Faced with the nightmare of hundreds of thousands of people seeking redress for the loss of their hard-currency savings, Albania's government yesterday used a combination of repression and legislative reform to try to distance itself from the collapse of three of the country's so-called "pyramid" investment schemes.

A new law rushed through parliament, which acts as a rubber-stamp for the ruling Democratic Party, formally banned the pyramid schemes and threatened prison sentences of up to 20 years for anyone who tries to organise them.

At the same time, more than 100 people were arrested up and down the country - some for their role in the financial scams and others for their part in an anti-government demonstration in the capital, Tirana, last Sunday that was brutally broken up by secret service agents and riot police.

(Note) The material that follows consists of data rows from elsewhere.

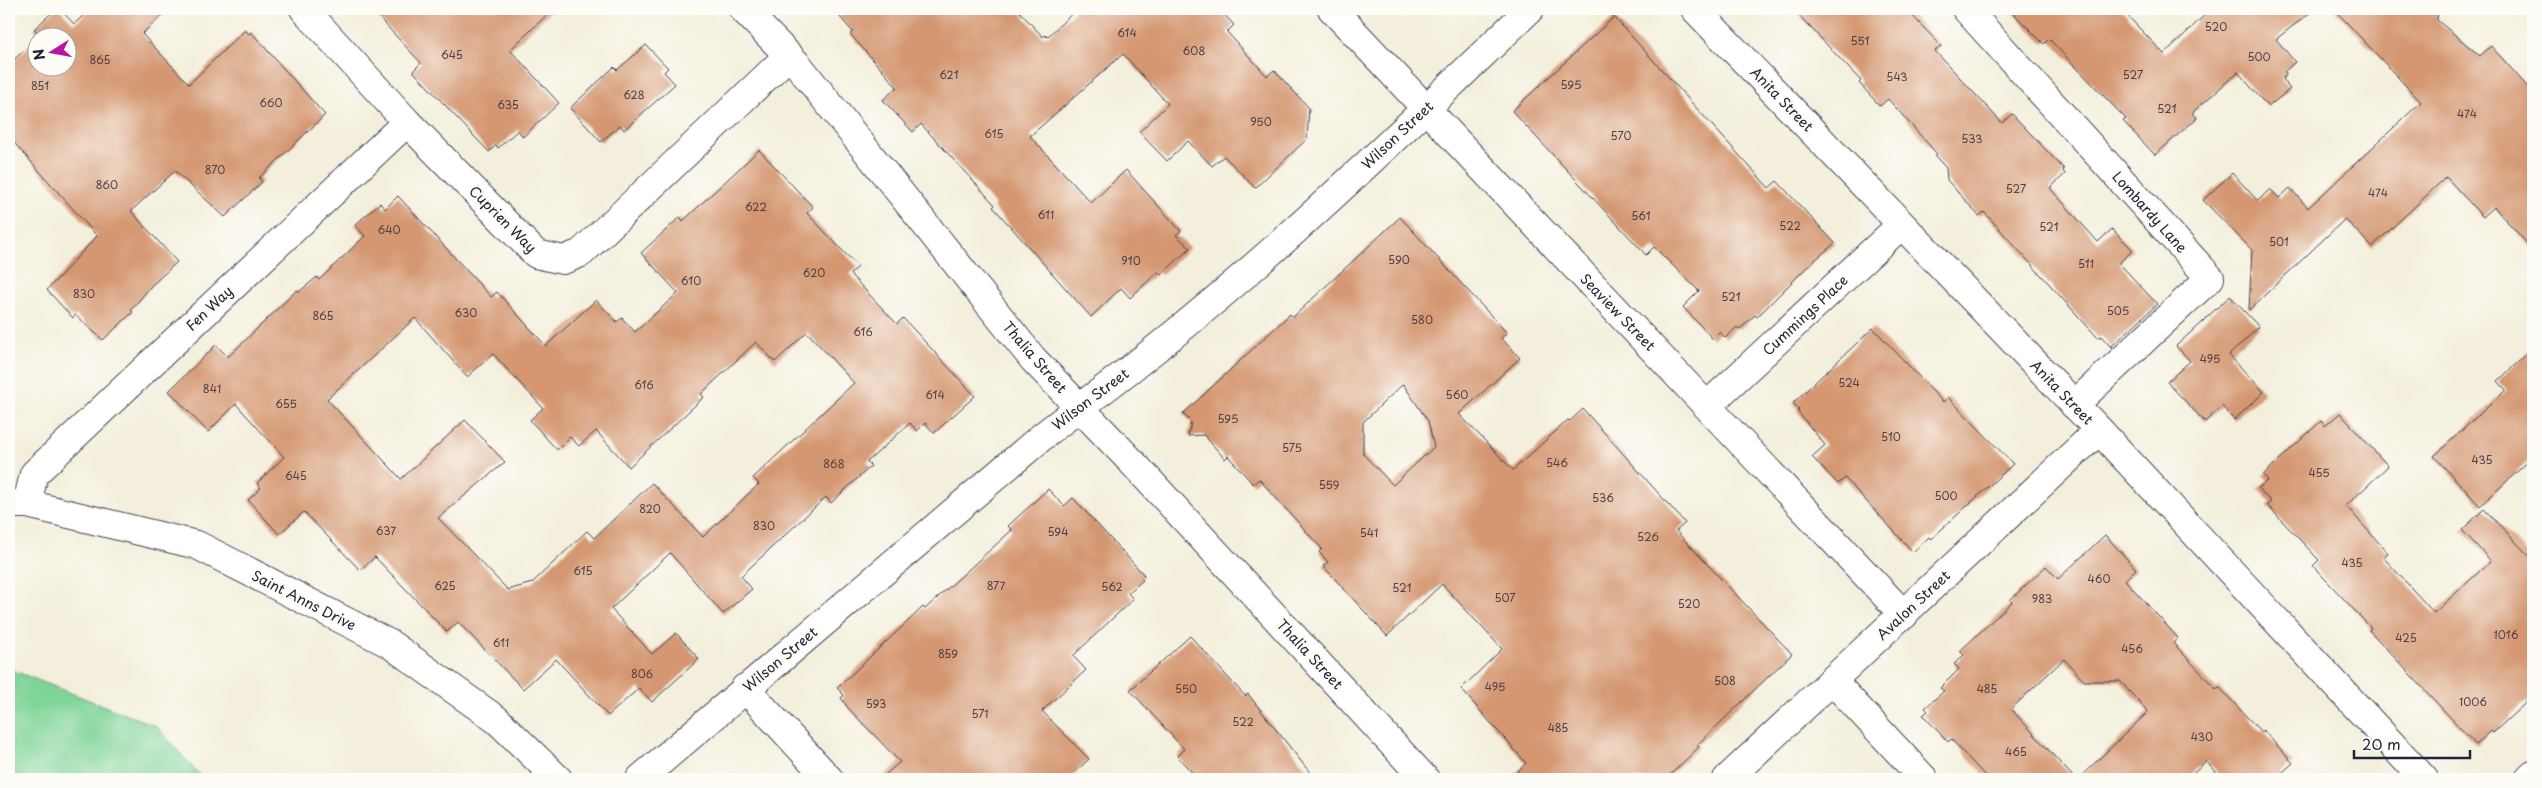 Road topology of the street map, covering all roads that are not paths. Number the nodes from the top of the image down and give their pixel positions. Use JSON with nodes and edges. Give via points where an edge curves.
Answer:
{"nodes":[{"id":1,"x":304,"y":9,"type":"edge"},
{"id":2,"x":743,"y":9,"type":"edge"},
{"id":3,"x":1332,"y":9,"type":"edge"},
{"id":4,"x":1530,"y":9,"type":"edge"},
{"id":5,"x":1695,"y":9,"type":"edge"},
{"id":6,"x":1966,"y":9,"type":"edge"},
{"id":7,"x":788,"y":56,"type":"junction"},
{"id":8,"x":1425,"y":110,"type":"junction"},
{"id":9,"x":407,"y":122,"type":"junction"},
{"id":10,"x":1901,"y":224,"type":"junction"},
{"id":11,"x":1708,"y":405,"type":"junction"},
{"id":12,"x":2074,"y":405,"type":"junction"},
{"id":13,"x":1080,"y":407,"type":"junction"},
{"id":14,"x":2099,"y":430,"type":"junction"},
{"id":15,"x":18,"y":504,"type":"edge"},
{"id":16,"x":1904,"y":615,"type":"junction"},
{"id":17,"x":1832,"y":680,"type":"junction"},
{"id":18,"x":745,"y":688,"type":"junction"},
{"id":19,"x":2533,"y":775,"type":"edge"},
{"id":20,"x":558,"y":779,"type":"edge"},
{"id":21,"x":640,"y":779,"type":"edge"},
{"id":22,"x":829,"y":779,"type":"edge"},
{"id":23,"x":1425,"y":779,"type":"edge"},
{"id":24,"x":1727,"y":779,"type":"edge"},
{"id":25,"x":1924,"y":779,"type":"edge"},
{"id":26,"x":2424,"y":779,"type":"edge"},
{"id":27,"x":2529,"y":779,"type":"edge"}],
"edges":[{"from":1,"to":9,"type":"street","name":"Cuprien Way"},
{"from":2,"to":7,"type":"street","name":"Thalia Street"},
{"from":3,"to":8,"type":"street","name":"Seaview Street"},
{"from":4,"to":8,"type":"street","name":"Wilson Street"},
{"from":5,"to":10,"type":"street","name":"Anita Street"},
{"from":6,"to":12,"type":"street","name":"Lombardy Lane","via":[[2210,278]]},
{"from":7,"to":9,"type":"street","name":"Cuprien Way","via":[[581,253],[563,260],[536,254]]},
{"from":7,"to":13,"type":"street","name":"Thalia Street","via":[[1034,359]]},
{"from":8,"to":11,"type":"street","name":"Seaview Street"},
{"from":8,"to":13,"type":"street","name":"Wilson Street","via":[[1266,257]]},
{"from":9,"to":15,"type":"street","name":"Fen Way","via":[[34,474]]},
{"from":10,"to":11,"type":"street","name":"Cummings Place"},
{"from":10,"to":12,"type":"street","name":"Anita Street"},
{"from":11,"to":16,"type":"street","name":"Seaview Street"},
{"from":12,"to":14,"type":"street","name":"Anita Street"},
{"from":13,"to":18,"type":"street","name":"Wilson Street"},
{"from":13,"to":23,"type":"street","name":"Thalia Street"},
{"from":14,"to":16,"type":"street","name":"Avalon Street"},
{"from":14,"to":26,"type":"street","name":"Anita Street"},
{"from":15,"to":20,"type":"street","name":"Saint Anns Drive","via":[[197,545],[390,644],[497,720]]},
{"from":16,"to":17,"type":"street","name":"Avalon Street"},
{"from":17,"to":24,"type":"street","name":"Avalon Street"},
{"from":17,"to":25,"type":"street"},
{"from":18,"to":21,"type":"street","name":"Wilson Street"},
{"from":18,"to":22,"type":"street"},
{"from":19,"to":27,"type":"street"}]}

Two of the most prominent pyramid scheme organisers, Bashlim Driza and Rapush Xhaferi, were detained and charged with fraud. Among the 53 people detained for taking part in the Tirana demonstration were several senior members of opposition parties, including the secretary-general of the Socialist Party, Rexhep Meidani, and the leader of the Social Democrat Party, Skender Gjinushi.

Clearly, the aim was to intimidate the Albanian opposition into silence while trying to reassure up to half a million disappointed investors that the government had nothing to do with the pyramid schemes or their failure.

In a country as autocratic as Albania, it seems inconceivable that the pyramid schemes could have flourished without the government's consent. Revealingly, the arrests did not affect pyramid schemes still in business.

The government's action did not deter several hundred people who took to the streets yesterday in the northern town of Shkoder chanting overtly anti-government slogans. "The government should go, we want our money!" they shouted.